Joe est déporté dans un camp de Yokohama. Un homme, un civil, se présente et l’interroge. Il s’appelle Takahasei Kansei, il est le premier adjoint du ministre des Affaires étrangères, Togo Shigenori. Il a du pouvoir, beaucoup de pouvoir. À commencer par le faire sortir du camp. Il le laisse en vie, le temps qu’il rembourse sa dette. Mais quelle dette? Celle de retrouver L’assassinat de sa nièce, ce corps sans visage de la remise. Elle s’appelait Takahashi  Miyako. Elle était la nièce de l’adjoint du ministre. Elle travaillait au consulat d’Honolulu. Elle tapait des notes manuscrites de l’amiral Yamamoto. McGrady ne sait même pas qui est cet homme. Il le découvrira bien assez tôt. Il est le cauchemar des Américains, il est l’architecte de l’attaque sur Pearl Harbor.

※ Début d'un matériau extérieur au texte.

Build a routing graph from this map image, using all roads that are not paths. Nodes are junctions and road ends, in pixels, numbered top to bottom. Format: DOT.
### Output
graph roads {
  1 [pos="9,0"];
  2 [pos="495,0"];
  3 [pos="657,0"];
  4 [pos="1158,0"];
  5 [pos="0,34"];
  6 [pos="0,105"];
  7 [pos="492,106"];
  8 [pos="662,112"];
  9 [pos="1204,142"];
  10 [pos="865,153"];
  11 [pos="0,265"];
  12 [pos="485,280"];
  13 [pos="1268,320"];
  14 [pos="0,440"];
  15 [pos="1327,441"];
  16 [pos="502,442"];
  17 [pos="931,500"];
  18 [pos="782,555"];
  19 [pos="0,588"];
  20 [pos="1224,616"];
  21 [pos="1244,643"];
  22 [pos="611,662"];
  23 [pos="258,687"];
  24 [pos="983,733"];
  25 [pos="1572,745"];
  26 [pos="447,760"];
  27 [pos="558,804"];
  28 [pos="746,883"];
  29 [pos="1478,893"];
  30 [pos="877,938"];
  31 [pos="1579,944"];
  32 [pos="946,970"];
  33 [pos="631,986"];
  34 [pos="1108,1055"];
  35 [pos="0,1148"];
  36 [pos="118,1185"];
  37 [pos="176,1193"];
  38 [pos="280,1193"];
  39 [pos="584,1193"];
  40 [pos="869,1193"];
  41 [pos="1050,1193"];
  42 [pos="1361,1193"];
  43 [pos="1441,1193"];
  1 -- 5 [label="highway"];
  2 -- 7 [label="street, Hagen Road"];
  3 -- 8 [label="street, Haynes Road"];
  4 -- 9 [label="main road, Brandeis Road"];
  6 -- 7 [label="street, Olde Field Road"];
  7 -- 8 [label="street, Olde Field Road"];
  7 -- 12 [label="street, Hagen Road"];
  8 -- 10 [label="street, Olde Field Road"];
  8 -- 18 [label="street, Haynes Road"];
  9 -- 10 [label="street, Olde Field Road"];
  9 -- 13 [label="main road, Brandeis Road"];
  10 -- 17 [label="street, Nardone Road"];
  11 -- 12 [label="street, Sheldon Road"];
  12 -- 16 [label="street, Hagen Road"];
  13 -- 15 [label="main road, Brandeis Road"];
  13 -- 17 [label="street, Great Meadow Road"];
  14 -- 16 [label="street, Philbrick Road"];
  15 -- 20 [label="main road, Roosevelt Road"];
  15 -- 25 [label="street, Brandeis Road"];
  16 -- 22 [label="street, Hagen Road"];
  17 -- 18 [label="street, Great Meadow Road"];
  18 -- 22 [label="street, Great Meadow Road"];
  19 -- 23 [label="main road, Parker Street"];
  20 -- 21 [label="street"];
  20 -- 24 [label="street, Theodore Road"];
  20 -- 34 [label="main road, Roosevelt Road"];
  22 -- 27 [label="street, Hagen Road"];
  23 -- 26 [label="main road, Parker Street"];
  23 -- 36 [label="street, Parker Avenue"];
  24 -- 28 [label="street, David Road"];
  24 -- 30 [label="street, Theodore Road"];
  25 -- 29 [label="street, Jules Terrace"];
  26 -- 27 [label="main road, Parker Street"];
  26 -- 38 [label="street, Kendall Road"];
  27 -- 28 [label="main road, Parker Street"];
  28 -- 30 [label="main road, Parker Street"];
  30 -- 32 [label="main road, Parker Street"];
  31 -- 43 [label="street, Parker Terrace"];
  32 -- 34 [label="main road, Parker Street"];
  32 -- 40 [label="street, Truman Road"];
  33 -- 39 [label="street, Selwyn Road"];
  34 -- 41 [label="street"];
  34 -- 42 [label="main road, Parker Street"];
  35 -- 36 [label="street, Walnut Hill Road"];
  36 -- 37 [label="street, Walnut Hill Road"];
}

Le roman de James Kestrel se colore. Il tourne à l’espionnage. Les codes du roman noir classique basculent quelque peu mais l’auteur tient la barre de sa narration avec habileté. McGrady est de nouveau enfermé. Une maison japonaise, un futon, une femme, la fille de son sauveur/geôlier. Elle lui apprend le Japonais, elle lui sert à manger. Ils tournent en rond dans le jardin. Il y reste jusqu’à la fin de la guerre. Il n’avait pas parlé à sa fiancée Molly depuis le 2 décembre 1941. La suite le conduit vers Honolulu. Il doit s’acquitter de sa promesse. Retrouver l’assassin de ce double meurtre. Un homme est dans le viseur. Un Allemand. Japon/Allemagne, l’axe du Mal de l’époque. Le roman de James Kestrel s’offre des moments couleur sépia, des moments de nostalgie douloureuse. Une Amérique attaquée, des personnages comme le bon Noir en produit encore. Et des mois de décembre où la vie d’un homme bascule à tout jamais.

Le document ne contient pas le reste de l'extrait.